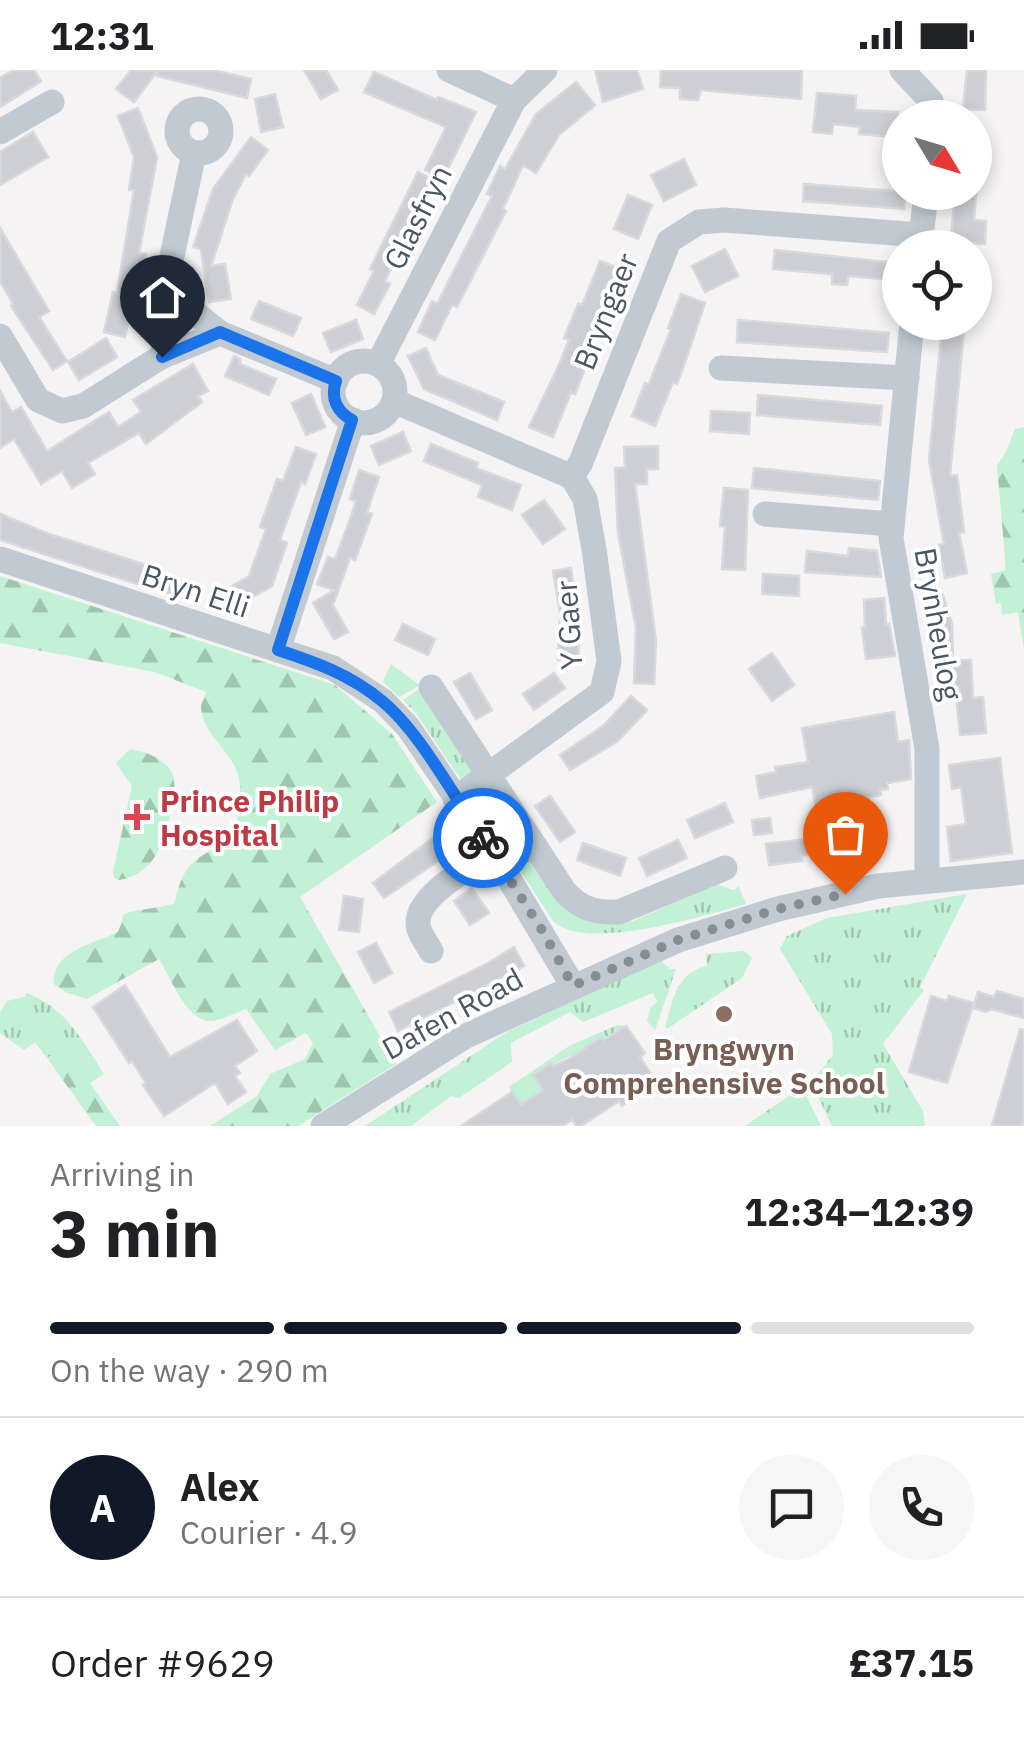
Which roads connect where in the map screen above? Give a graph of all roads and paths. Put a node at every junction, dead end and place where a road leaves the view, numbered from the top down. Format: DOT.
graph roads {
  1 [pos="448,70"];
  2 [pos="544,70"];
  3 [pos="902,70"];
  4 [pos="514,100"];
  5 [pos="930,100"];
  6 [pos="52,102"];
  7 [pos="0,132"];
  8 [pos="194,153"];
  9 [pos="882,237"];
  10 [pos="164,289"];
  11 [pos="220,332"];
  12 [pos="0,336"];
  13 [pos="910,340"];
  14 [pos="162,357"];
  15 [pos="378,364"];
  16 [pos="721,368"];
  17 [pos="906,378"];
  18 [pos="336,381"];
  19 [pos="394,401"];
  20 [pos="352,420"];
  21 [pos="572,477"];
  22 [pos="765,514"];
  23 [pos="892,524"];
  24 [pos="0,559"];
  25 [pos="278,650"];
  26 [pos="432,687"];
  27 [pos="490,774"];
  28 [pos="456,799"];
  29 [pos="493,852"];
  30 [pos="724,868"];
  31 [pos="1024,872"];
  32 [pos="927,881"];
  33 [pos="431,951"];
  34 [pos="573,986"];
  35 [pos="323,1126"];
  1 -- 4 [label="street"];
  2 -- 4 [label="street"];
  3 -- 5 [label="street"];
  4 -- 15 [label="street, Glasfryn"];
  6 -- 7 [label="street"];
  8 -- 10 [label="street"];
  9 -- 21 [label="street, Bryngaer"];
  10 -- 11 [label="street"];
  10 -- 14 [label="street"];
  11 -- 14 [label="street"];
  11 -- 18 [label="street"];
  12 -- 14 [label="street"];
  13 -- 17 [label="street, Brynheulog"];
  15 -- 18 [label="street"];
  15 -- 19 [label="street"];
  16 -- 17 [label="street"];
  17 -- 23 [label="street, Brynheulog"];
  18 -- 20 [label="street"];
  19 -- 20 [label="street"];
  19 -- 21 [label="street"];
  20 -- 25 [label="street"];
  21 -- 27 [label="street, Y Gaer"];
  22 -- 23 [label="street"];
  23 -- 32 [label="street, Brynheulog"];
  24 -- 25 [label="street, Bryn Elli"];
  25 -- 28 [label="street, Bryn Elli"];
  26 -- 27 [label="street"];
  27 -- 28 [label="street, Y Gaer"];
  27 -- 30 [label="street"];
  28 -- 29 [label="street, Bryn Elli"];
  29 -- 33 [label="street"];
  29 -- 34 [label="street, Bryn Elli"];
  31 -- 32 [label="street, Dafen Road"];
  32 -- 34 [label="street, Dafen Road"];
  34 -- 35 [label="street, Dafen Road"];
}
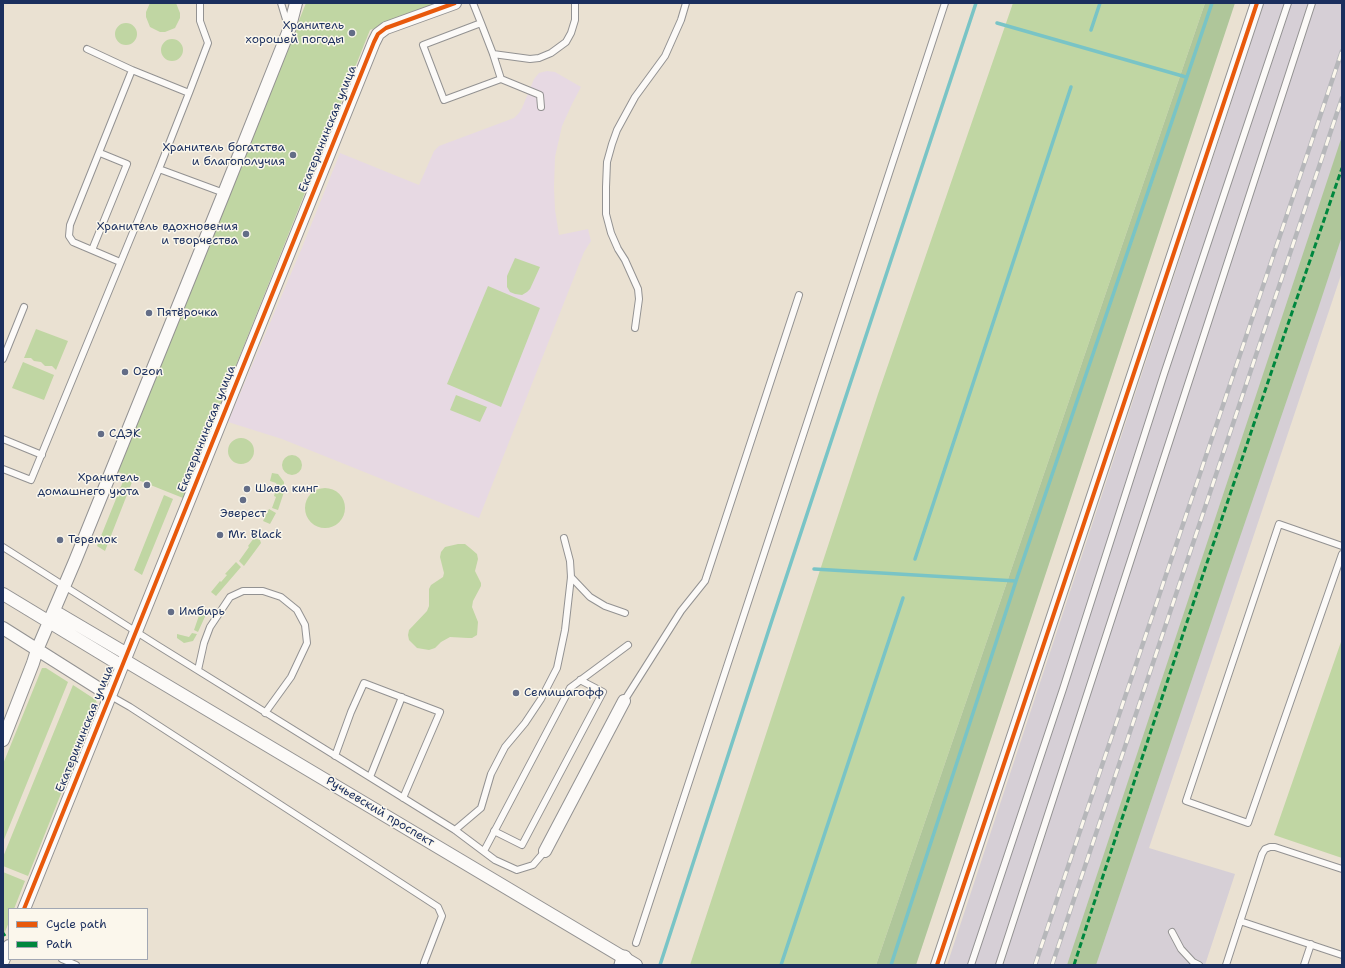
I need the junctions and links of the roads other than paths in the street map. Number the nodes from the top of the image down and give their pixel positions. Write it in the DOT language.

▶ **Instructions to follow**:
Output the material above exactly as written and drop any images it holds.

▶ **Written reply**:
Which roads connect where in the map screen above? Give a graph of all roads and paths. Put a node at every junction, dead end and place where a road leaves the view, numbered from the top down. Format: DOT.
graph roads {
  1 [pos="448,70"];
  2 [pos="544,70"];
  3 [pos="902,70"];
  4 [pos="514,100"];
  5 [pos="930,100"];
  6 [pos="52,102"];
  7 [pos="0,132"];
  8 [pos="194,153"];
  9 [pos="882,237"];
  10 [pos="164,289"];
  11 [pos="220,332"];
  12 [pos="0,336"];
  13 [pos="910,340"];
  14 [pos="162,357"];
  15 [pos="378,364"];
  16 [pos="721,368"];
  17 [pos="906,378"];
  18 [pos="336,381"];
  19 [pos="394,401"];
  20 [pos="352,420"];
  21 [pos="572,477"];
  22 [pos="765,514"];
  23 [pos="892,524"];
  24 [pos="0,559"];
  25 [pos="278,650"];
  26 [pos="432,687"];
  27 [pos="490,774"];
  28 [pos="456,799"];
  29 [pos="493,852"];
  30 [pos="724,868"];
  31 [pos="1024,872"];
  32 [pos="927,881"];
  33 [pos="431,951"];
  34 [pos="573,986"];
  35 [pos="323,1126"];
  1 -- 4 [label="street"];
  2 -- 4 [label="street"];
  3 -- 5 [label="street"];
  4 -- 15 [label="street, Glasfryn"];
  6 -- 7 [label="street"];
  8 -- 10 [label="street"];
  9 -- 21 [label="street, Bryngaer"];
  10 -- 11 [label="street"];
  10 -- 14 [label="street"];
  11 -- 14 [label="street"];
  11 -- 18 [label="street"];
  12 -- 14 [label="street"];
  13 -- 17 [label="street, Brynheulog"];
  15 -- 18 [label="street"];
  15 -- 19 [label="street"];
  16 -- 17 [label="street"];
  17 -- 23 [label="street, Brynheulog"];
  18 -- 20 [label="street"];
  19 -- 20 [label="street"];
  19 -- 21 [label="street"];
  20 -- 25 [label="street"];
  21 -- 27 [label="street, Y Gaer"];
  22 -- 23 [label="street"];
  23 -- 32 [label="street, Brynheulog"];
  24 -- 25 [label="street, Bryn Elli"];
  25 -- 28 [label="street, Bryn Elli"];
  26 -- 27 [label="street"];
  27 -- 28 [label="street, Y Gaer"];
  27 -- 30 [label="street"];
  28 -- 29 [label="street, Bryn Elli"];
  29 -- 33 [label="street"];
  29 -- 34 [label="street, Bryn Elli"];
  31 -- 32 [label="street, Dafen Road"];
  32 -- 34 [label="street, Dafen Road"];
  34 -- 35 [label="street, Dafen Road"];
}
I need the junctions and links of the roads other than paths in the street map. Number the nodes from the top of the image down and give their pixel positions. Write it in the DOT language.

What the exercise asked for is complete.